This test suite tests the lookup join functionality in ESQL with various data types.

For each pair of types being tested, it builds a main index called "index" containing a single document with as many fields as types being tested on the left of the pair, and then creates that many other lookup indexes, each with a single document containing exactly two fields: the field to join on, and a field to return.

The assertion is that for valid combinations, the return result should exist, and for invalid combinations an exception should be thrown. If no exception is thrown, and no result is returned, our validation rules are not aligned with the internal behaviour (ie. a bug).

Since the LOOKUP JOIN command requires the match field name to be the same between the main index and the lookup index, we will have field names that correctly represent the type of the field in the main index, but not the type of the field in the lookup index. This can be confusing, but it is important to remember that the field names are not the same as the types.

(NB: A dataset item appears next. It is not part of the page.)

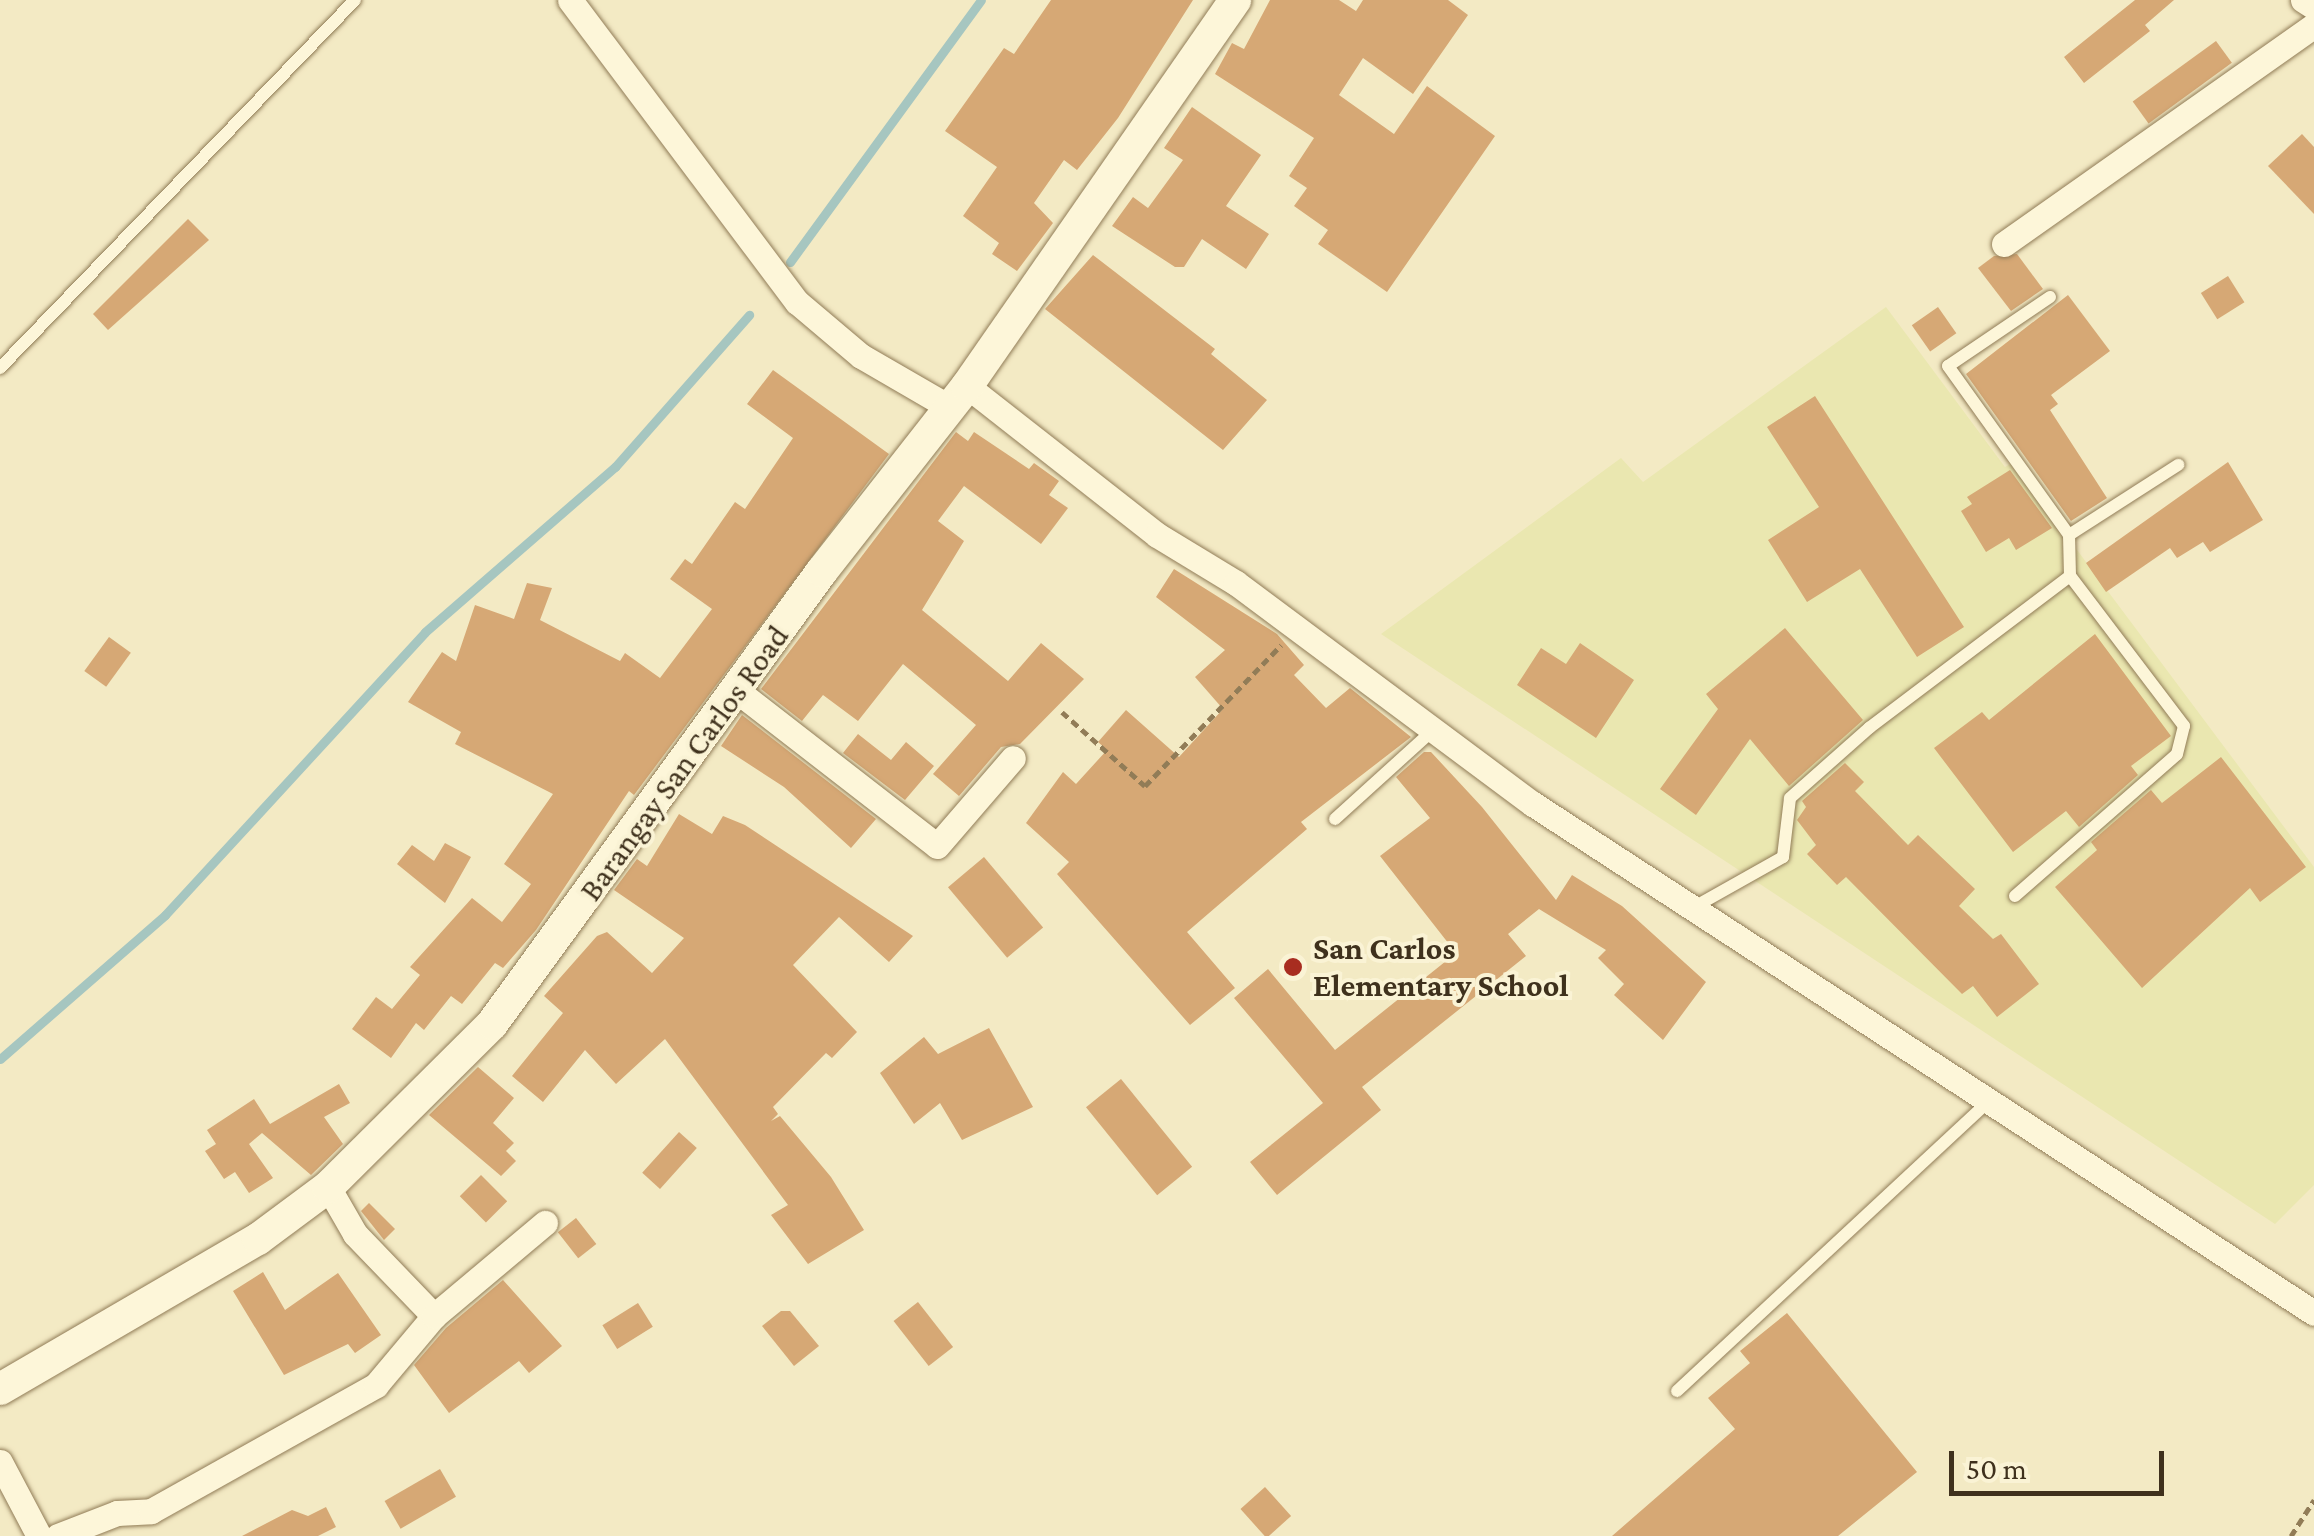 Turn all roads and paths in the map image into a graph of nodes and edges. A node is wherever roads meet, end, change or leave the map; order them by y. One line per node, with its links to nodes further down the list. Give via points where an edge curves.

For example, if we are testing the pairs (double, double), (double, float), (float, double) and (float, float), we will create the following indexes:

index_double_double

Index containing a single document with a field of type 'double' like:

        {
            "field_double": 1.0,  // this is mapped as type 'double'
            "other": "value"
        }

index_double_float

Index containing a single document with a field of type 'float' like:

        {
            "field_double": 1.0,  // this is mapped as type 'float' (a float with the name of the main index field) 
            "other": "value"
        }

index_float_double

Index containing a single document with a field of type 'double' like:

        {
            "field_float": 1.0,  // this is mapped as type 'double' (a double with the name of the main index field)
            "other": "value"
        }

index_float_float

Index containing single document with a field of type 'float' like:

        {
            "field_float": 1.0,  // this is mapped as type 'float'
            "other": "value"
        }

index

Index containing document like:

        {
            "field_double": 1.0,  // this is mapped as type 'double'
            "field_float": 1.0    // this is mapped as type 'float'
        }

Note that the lookup indexes have fields with a name that matches the type in the main index, and not the type actually used in the lookup index. Instead, the mapped type should be the type of the right-hand side of the pair being tested.
Then we can run queries like:

    FROM index | LOOKUP JOIN index_double_float ON field_double | KEEP other

And assert that the result exists and is equal to "value".

Checklist:

One thing to consider changing here is allowing float and integer types to be used together. Right now the only thing blocking this is the validation code. The join actually succeeds if we remove the validation.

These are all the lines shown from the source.